The hydration could be lowered.


----------



## chefross (May 5, 2010)

kokopuffs said:


> If sticky, allow your dough to proof uncovered. That way a "dry" skin will form on the surface making the dough easier to work with. And with that "dry" surface, you'll get a better, more pronounced ear.


NEVER, uncover a dough high in egg and butter. You do not want a skin to develop. When that happens, and you punch the dough down to work it, the "crust" mixes in the dough and the resulting product will be dry tasting and affect the consistency of the final product.


----------



## fablesable (Oct 11, 2014)

You NEED to get a book or two on the Science of Baking. It is going to go a long way in helping you understand how method and ingredients play a massive part in the baker's world. You have many posts on here of late that you are struggling with and I KNOW getting a good read into the science of it all will help steer you in the right direction.

The Cook's Illustrated Baking Book or an old version of Understanding Baking: The Art and Science of Baking by Joseph Amendola are two that I would recommend of the top of my head for a home baker without getting too science-y.

If you live in a relatively humid environment and you have flour that has sat on the grocery shelves and then at your home in its paper bag it usually comes in and not an airtight container; the flour will gain up to 5% of its weight in water after several months in a humid environment.
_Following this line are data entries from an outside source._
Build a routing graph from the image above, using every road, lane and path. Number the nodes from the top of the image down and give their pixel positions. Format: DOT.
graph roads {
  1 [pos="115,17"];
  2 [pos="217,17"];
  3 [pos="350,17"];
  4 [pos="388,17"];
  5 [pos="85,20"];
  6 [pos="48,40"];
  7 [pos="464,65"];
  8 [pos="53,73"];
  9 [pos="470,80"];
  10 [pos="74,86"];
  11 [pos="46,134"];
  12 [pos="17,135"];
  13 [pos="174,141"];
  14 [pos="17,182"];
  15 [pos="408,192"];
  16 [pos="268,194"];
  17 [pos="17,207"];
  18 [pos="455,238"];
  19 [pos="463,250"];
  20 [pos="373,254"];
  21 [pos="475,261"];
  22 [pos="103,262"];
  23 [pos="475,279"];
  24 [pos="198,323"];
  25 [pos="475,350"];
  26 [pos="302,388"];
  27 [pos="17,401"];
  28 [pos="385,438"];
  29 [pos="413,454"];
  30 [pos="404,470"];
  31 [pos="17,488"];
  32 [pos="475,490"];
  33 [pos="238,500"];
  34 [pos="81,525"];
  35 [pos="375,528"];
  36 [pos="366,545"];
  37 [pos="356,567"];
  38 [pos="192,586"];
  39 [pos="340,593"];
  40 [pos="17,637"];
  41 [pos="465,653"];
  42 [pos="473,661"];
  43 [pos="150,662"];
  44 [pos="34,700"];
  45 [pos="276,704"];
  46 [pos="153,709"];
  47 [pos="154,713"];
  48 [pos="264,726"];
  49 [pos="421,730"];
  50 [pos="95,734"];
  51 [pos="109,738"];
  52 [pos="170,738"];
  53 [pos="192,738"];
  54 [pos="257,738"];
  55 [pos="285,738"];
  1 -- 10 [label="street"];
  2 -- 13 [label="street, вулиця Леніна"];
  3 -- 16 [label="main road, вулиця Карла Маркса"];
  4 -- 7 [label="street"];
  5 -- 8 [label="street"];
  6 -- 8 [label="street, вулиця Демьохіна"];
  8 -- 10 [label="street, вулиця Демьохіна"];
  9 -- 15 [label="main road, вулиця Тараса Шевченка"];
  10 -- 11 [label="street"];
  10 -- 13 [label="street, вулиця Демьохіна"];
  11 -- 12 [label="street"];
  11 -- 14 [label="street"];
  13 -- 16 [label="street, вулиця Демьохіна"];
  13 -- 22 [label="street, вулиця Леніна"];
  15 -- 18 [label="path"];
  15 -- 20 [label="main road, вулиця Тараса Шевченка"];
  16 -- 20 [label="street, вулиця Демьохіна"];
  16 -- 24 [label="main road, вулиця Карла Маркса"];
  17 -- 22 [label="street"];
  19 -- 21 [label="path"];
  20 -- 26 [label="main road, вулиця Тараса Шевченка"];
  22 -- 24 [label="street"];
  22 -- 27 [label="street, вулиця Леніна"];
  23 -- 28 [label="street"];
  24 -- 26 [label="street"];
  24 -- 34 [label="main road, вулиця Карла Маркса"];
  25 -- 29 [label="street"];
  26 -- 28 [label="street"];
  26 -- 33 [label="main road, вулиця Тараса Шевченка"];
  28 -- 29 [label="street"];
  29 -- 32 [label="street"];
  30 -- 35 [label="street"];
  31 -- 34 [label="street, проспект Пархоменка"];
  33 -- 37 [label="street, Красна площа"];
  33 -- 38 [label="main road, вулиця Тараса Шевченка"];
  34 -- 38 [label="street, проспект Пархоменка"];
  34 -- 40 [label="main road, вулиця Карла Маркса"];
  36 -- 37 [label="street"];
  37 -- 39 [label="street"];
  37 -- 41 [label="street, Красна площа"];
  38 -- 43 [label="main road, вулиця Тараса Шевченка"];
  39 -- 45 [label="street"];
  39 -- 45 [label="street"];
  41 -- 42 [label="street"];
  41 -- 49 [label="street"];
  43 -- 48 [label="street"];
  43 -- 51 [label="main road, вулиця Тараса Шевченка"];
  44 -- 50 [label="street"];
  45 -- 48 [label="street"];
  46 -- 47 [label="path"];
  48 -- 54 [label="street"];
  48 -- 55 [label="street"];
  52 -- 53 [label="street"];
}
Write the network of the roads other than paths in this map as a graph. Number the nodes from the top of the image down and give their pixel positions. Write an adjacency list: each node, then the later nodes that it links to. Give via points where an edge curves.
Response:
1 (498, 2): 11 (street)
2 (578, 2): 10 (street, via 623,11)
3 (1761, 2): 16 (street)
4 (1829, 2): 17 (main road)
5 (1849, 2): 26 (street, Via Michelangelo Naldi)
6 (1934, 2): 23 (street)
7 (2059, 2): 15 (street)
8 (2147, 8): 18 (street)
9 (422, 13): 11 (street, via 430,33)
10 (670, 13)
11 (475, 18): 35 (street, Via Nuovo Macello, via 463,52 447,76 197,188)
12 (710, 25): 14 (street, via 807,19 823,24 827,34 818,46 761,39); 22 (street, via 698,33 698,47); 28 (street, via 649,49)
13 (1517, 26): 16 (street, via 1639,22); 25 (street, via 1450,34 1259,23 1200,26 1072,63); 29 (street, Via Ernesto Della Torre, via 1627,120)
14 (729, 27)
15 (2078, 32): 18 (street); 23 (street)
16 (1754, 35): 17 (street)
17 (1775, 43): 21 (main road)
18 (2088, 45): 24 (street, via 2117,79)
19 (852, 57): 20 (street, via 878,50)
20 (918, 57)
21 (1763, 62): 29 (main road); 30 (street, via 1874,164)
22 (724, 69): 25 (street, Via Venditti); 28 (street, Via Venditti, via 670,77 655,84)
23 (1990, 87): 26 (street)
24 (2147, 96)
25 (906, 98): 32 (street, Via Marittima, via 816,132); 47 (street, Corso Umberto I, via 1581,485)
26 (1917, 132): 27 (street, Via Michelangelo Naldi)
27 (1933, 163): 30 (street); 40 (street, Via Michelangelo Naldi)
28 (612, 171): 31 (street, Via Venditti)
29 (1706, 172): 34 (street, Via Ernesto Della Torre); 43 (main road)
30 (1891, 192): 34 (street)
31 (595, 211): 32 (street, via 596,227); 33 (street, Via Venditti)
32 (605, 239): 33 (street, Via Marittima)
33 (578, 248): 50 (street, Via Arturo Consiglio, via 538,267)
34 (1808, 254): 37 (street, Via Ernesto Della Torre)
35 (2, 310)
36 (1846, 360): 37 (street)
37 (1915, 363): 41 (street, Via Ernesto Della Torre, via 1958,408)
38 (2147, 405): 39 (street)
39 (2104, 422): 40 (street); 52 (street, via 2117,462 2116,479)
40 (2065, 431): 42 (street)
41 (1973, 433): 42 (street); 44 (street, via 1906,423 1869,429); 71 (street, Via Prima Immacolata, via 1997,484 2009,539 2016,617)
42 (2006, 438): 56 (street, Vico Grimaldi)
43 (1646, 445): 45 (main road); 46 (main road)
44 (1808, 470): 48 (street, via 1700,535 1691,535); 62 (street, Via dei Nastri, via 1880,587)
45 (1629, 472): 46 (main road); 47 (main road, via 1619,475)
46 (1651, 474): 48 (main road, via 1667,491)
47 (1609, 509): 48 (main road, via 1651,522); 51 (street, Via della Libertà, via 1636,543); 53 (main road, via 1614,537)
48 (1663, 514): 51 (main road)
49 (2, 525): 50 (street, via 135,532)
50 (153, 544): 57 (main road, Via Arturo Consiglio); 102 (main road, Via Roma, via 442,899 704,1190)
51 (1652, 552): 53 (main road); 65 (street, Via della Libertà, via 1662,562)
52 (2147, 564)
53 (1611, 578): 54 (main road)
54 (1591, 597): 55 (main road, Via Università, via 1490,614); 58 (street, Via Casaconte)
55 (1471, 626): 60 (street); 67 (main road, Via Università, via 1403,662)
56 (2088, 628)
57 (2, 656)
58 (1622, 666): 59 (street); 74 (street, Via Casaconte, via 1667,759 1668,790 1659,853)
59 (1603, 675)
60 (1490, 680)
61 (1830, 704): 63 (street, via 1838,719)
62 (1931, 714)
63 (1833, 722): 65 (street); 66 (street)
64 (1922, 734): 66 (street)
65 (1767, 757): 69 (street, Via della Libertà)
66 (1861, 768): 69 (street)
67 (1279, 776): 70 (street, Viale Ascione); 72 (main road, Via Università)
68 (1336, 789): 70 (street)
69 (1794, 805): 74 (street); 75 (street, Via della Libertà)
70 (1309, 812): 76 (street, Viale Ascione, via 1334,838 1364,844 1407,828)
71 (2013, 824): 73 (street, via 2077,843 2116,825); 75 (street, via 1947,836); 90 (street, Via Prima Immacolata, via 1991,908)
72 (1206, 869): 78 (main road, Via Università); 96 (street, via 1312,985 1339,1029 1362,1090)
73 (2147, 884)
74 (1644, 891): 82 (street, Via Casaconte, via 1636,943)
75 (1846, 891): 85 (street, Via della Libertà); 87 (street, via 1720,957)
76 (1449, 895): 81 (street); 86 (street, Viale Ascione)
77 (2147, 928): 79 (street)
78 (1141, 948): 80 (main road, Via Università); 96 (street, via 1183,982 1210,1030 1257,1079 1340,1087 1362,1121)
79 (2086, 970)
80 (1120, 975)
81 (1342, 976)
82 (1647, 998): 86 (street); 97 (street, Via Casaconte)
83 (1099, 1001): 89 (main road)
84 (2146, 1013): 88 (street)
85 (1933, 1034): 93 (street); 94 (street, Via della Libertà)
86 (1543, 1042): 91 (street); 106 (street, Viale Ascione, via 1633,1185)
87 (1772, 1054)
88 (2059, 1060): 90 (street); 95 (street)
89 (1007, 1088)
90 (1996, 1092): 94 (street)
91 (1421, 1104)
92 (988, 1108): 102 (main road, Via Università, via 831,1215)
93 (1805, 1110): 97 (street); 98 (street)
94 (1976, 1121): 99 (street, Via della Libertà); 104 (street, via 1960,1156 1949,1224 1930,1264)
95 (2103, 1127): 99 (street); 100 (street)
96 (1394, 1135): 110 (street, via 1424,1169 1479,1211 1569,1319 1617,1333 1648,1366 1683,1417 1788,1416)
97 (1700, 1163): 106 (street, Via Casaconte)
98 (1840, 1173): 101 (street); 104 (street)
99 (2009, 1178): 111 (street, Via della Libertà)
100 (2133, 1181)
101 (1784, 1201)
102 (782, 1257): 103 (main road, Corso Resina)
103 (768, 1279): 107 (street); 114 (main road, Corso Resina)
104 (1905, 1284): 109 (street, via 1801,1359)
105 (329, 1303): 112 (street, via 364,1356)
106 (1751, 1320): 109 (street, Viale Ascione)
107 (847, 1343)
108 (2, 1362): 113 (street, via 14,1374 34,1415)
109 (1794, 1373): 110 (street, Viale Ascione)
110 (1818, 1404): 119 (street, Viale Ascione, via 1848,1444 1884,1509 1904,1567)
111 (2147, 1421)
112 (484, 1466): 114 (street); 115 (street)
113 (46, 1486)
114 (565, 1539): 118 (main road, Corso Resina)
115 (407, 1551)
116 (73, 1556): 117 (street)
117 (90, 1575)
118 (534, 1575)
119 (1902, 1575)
This GREATLY affects the outcome of anything you now do with that flour. It must be stored in an airtight container as soon as you get it home.

So now we actually know what is going on, we can adjust accordingly. First, get that oven thermometer we have talked about. Second, get an airtight container for all your flour, starches and sugars you use in your kitchen as these ingredients do NOT DO WELL in humid environments. Third, you must weigh out all your ingredients in a recipe, as in your environment, it is imperative to get the right measurements to work the recipe the right way. This means that any recipe with the US cups and tsp/Tbsp measurements must be weighted out first. For example: If your recipe calls for 2 cups of flour then you must place a bowl on a digital scale, tare it, then spoon your flour into the measuring cup (do not scoop it as it packs in the flour), then pour the flour into the bowl you have on the scale. Note the measurement in grams on your recipe card beside ingredient so you now know how to PROPERLY bake using weighted measurements. Do this for ALL THE INGREDIENTS in your recipe. Anything that is in the tsp range I tend to just use the tsp measurements however the TBSP measurements will register on a weighted scale so I still weigh this to get an accurate recipe. Here is the chart to help you get the idea but DO NOT copy it verbatim as it does not reflect the individual ingredient's proper weight. For example: 1 cup of flour does not weigh the same as 1 cup of granulated sugar which does not weigh the same as 1 cup of brown sugar.........you get my point.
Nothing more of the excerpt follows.